RECORDED DATA START
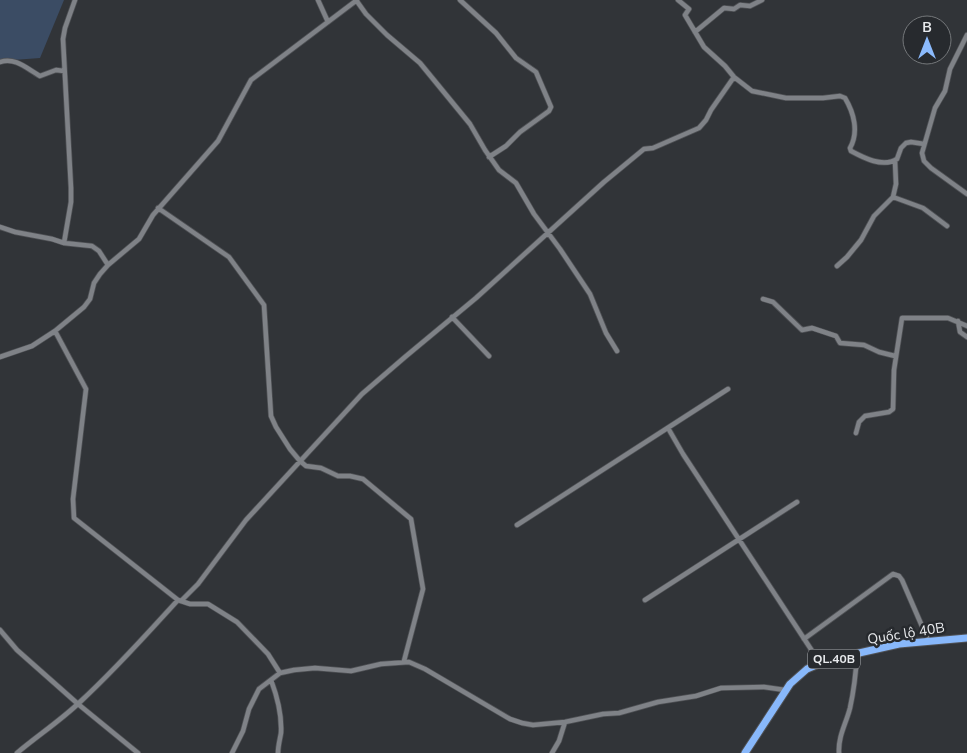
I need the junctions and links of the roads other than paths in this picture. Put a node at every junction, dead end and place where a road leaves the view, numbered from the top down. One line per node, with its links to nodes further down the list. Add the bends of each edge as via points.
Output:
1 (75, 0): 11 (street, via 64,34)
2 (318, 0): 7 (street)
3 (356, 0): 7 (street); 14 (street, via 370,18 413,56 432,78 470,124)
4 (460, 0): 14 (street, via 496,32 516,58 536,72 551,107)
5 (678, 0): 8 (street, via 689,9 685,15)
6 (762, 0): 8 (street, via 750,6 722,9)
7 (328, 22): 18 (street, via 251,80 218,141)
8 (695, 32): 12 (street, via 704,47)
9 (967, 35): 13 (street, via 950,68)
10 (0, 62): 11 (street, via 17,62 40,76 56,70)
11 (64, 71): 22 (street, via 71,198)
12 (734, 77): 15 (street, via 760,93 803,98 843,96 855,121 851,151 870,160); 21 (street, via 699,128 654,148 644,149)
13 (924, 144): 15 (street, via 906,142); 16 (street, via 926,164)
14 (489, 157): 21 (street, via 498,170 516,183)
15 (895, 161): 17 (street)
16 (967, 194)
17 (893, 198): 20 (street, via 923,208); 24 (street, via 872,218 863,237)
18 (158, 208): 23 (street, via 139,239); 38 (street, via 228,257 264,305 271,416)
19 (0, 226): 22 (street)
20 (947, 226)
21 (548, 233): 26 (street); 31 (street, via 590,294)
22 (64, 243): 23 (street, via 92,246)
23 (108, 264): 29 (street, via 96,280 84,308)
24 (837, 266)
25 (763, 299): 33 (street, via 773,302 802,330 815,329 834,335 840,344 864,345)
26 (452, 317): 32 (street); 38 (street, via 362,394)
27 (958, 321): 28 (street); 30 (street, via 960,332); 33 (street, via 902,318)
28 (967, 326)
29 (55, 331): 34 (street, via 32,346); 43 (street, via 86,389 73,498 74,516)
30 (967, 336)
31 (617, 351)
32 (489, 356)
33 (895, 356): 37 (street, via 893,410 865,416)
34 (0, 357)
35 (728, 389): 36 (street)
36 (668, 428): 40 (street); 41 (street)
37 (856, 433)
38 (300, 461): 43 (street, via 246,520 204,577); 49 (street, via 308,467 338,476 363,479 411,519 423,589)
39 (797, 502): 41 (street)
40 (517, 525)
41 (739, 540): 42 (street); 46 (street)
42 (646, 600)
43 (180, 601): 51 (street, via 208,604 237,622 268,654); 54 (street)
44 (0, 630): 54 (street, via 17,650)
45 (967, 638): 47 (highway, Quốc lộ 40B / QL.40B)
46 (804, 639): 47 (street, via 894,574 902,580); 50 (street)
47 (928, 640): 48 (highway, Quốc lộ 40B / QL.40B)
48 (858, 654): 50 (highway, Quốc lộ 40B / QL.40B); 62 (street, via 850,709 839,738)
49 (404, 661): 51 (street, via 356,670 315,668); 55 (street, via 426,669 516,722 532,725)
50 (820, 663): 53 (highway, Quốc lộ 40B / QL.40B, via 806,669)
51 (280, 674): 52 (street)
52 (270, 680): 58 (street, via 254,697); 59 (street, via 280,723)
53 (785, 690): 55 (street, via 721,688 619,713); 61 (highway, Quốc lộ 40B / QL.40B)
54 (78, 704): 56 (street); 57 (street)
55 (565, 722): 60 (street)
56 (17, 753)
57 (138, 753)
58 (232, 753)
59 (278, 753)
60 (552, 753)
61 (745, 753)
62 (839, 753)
RECORDED DATA END
§ **TASK GOAL**
Every line of the data above should be returned exactly, with the pictures removed.

§ **REPLY TO THE TASK**
I need the junctions and links of the roads other than paths in this picture. Put a node at every junction, dead end and place where a road leaves the view, numbered from the top down. One line per node, with its links to nodes further down the list. Add the bends of each edge as via points.
Output:
1 (75, 0): 11 (street, via 64,34)
2 (318, 0): 7 (street)
3 (356, 0): 7 (street); 14 (street, via 370,18 413,56 432,78 470,124)
4 (460, 0): 14 (street, via 496,32 516,58 536,72 551,107)
5 (678, 0): 8 (street, via 689,9 685,15)
6 (762, 0): 8 (street, via 750,6 722,9)
7 (328, 22): 18 (street, via 251,80 218,141)
8 (695, 32): 12 (street, via 704,47)
9 (967, 35): 13 (street, via 950,68)
10 (0, 62): 11 (street, via 17,62 40,76 56,70)
11 (64, 71): 22 (street, via 71,198)
12 (734, 77): 15 (street, via 760,93 803,98 843,96 855,121 851,151 870,160); 21 (street, via 699,128 654,148 644,149)
13 (924, 144): 15 (street, via 906,142); 16 (street, via 926,164)
14 (489, 157): 21 (street, via 498,170 516,183)
15 (895, 161): 17 (street)
16 (967, 194)
17 (893, 198): 20 (street, via 923,208); 24 (street, via 872,218 863,237)
18 (158, 208): 23 (street, via 139,239); 38 (street, via 228,257 264,305 271,416)
19 (0, 226): 22 (street)
20 (947, 226)
21 (548, 233): 26 (street); 31 (street, via 590,294)
22 (64, 243): 23 (street, via 92,246)
23 (108, 264): 29 (street, via 96,280 84,308)
24 (837, 266)
25 (763, 299): 33 (street, via 773,302 802,330 815,329 834,335 840,344 864,345)
26 (452, 317): 32 (street); 38 (street, via 362,394)
27 (958, 321): 28 (street); 30 (street, via 960,332); 33 (street, via 902,318)
28 (967, 326)
29 (55, 331): 34 (street, via 32,346); 43 (street, via 86,389 73,498 74,516)
30 (967, 336)
31 (617, 351)
32 (489, 356)
33 (895, 356): 37 (street, via 893,410 865,416)
34 (0, 357)
35 (728, 389): 36 (street)
36 (668, 428): 40 (street); 41 (street)
37 (856, 433)
38 (300, 461): 43 (street, via 246,520 204,577); 49 (street, via 308,467 338,476 363,479 411,519 423,589)
39 (797, 502): 41 (street)
40 (517, 525)
41 (739, 540): 42 (street); 46 (street)
42 (646, 600)
43 (180, 601): 51 (street, via 208,604 237,622 268,654); 54 (street)
44 (0, 630): 54 (street, via 17,650)
45 (967, 638): 47 (highway, Quốc lộ 40B / QL.40B)
46 (804, 639): 47 (street, via 894,574 902,580); 50 (street)
47 (928, 640): 48 (highway, Quốc lộ 40B / QL.40B)
48 (858, 654): 50 (highway, Quốc lộ 40B / QL.40B); 62 (street, via 850,709 839,738)
49 (404, 661): 51 (street, via 356,670 315,668); 55 (street, via 426,669 516,722 532,725)
50 (820, 663): 53 (highway, Quốc lộ 40B / QL.40B, via 806,669)
51 (280, 674): 52 (street)
52 (270, 680): 58 (street, via 254,697); 59 (street, via 280,723)
53 (785, 690): 55 (street, via 721,688 619,713); 61 (highway, Quốc lộ 40B / QL.40B)
54 (78, 704): 56 (street); 57 (street)
55 (565, 722): 60 (street)
56 (17, 753)
57 (138, 753)
58 (232, 753)
59 (278, 753)
60 (552, 753)
61 (745, 753)
62 (839, 753)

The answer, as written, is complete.